CNN’s John Berman Slams ‘Television Character’ Tucker Carlson for Vaccine Remarks

“Does Tucker Carlson really want his viewers to live?” the “New Day” anchor asks

John Berman

CNN’s John Berman on Monday tore into into Fox News’ Tucker Carlson, particularly the primetime host’s comments about vaccines. Berman branded him a “television character.”

On “New Day,” Berman railed against “a mountain of misinformation and possible malevolence” standing in the way of Americans getting their vaccination, then played a clip from Carlson’s highly-rated Fox News show.

“It turns out there are things we don’t know about the effects of this vaccine,” Carlson said.

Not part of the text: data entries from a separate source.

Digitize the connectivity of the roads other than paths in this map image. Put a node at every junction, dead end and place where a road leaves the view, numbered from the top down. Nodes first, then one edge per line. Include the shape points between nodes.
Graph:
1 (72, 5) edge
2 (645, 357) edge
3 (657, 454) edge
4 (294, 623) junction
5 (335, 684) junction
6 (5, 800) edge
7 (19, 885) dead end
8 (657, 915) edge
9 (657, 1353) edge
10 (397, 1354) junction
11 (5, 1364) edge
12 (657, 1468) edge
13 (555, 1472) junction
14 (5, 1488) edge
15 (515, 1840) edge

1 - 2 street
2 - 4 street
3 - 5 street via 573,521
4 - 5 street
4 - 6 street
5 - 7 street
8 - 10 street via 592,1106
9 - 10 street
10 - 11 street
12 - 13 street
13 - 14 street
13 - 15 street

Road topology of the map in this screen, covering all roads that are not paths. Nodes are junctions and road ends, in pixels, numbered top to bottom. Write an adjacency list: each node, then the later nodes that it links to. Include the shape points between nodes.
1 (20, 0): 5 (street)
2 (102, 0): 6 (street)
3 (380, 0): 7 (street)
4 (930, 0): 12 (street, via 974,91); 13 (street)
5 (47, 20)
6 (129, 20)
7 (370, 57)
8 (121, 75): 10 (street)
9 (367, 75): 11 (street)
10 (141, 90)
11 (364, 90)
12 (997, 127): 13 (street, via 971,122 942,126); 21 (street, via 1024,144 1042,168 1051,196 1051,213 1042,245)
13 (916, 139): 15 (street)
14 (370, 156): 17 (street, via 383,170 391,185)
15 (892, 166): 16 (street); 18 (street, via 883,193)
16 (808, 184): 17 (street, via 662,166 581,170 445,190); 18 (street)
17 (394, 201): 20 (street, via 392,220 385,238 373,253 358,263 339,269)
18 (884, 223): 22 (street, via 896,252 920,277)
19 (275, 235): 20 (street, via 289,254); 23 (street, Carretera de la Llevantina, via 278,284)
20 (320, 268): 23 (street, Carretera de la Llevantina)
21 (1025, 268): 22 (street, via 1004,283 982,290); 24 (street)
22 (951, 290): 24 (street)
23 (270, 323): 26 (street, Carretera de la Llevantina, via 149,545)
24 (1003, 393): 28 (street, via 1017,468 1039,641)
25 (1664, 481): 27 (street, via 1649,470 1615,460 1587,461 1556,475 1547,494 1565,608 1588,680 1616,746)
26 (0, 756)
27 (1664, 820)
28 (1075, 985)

“He went on and on and on,” Berman cut back in. “So why would this television character spend so much time on his show throwing shade at vaccines, feeding the fears of half of Republican men who say they do not plan to take it? This television character likes to say he’s just asking questions, so here are some questions: Does this character think it’s important to slow the spread of the virus? Just asking. Does this character care if the country reaches herd immunity to return to life and work safely? Hey, it’s a question. Does Tucker Carlson really want his viewers to live?”

Berman added, referencing Carlson’s distaste for so-called “cancel culture,” “You can’t get any more cancelled than dead.”

On Carlson’s show Monday, he said, “Don’t dismiss those questions from anti-vaxxers. Don’t kick people off social media for asking them. Answer the questions, especially now. The administration would like you to take this vaccine. Joe Biden told you last week if you don’t you can’t celebrate the Fourth of July. 

He went on, “But it turns out there are things we don’t know about the effects of this vaccine, and all vaccines, by the way. It’s always a tradeoff. But in this specific case, Germany, France, Italy and Spain — these are not third-world countries — have just suspended the distribution of AstraZeneca’s vaccine.”

In America, the available vaccines are Pfizer, Johnson & Johnson and Moderna.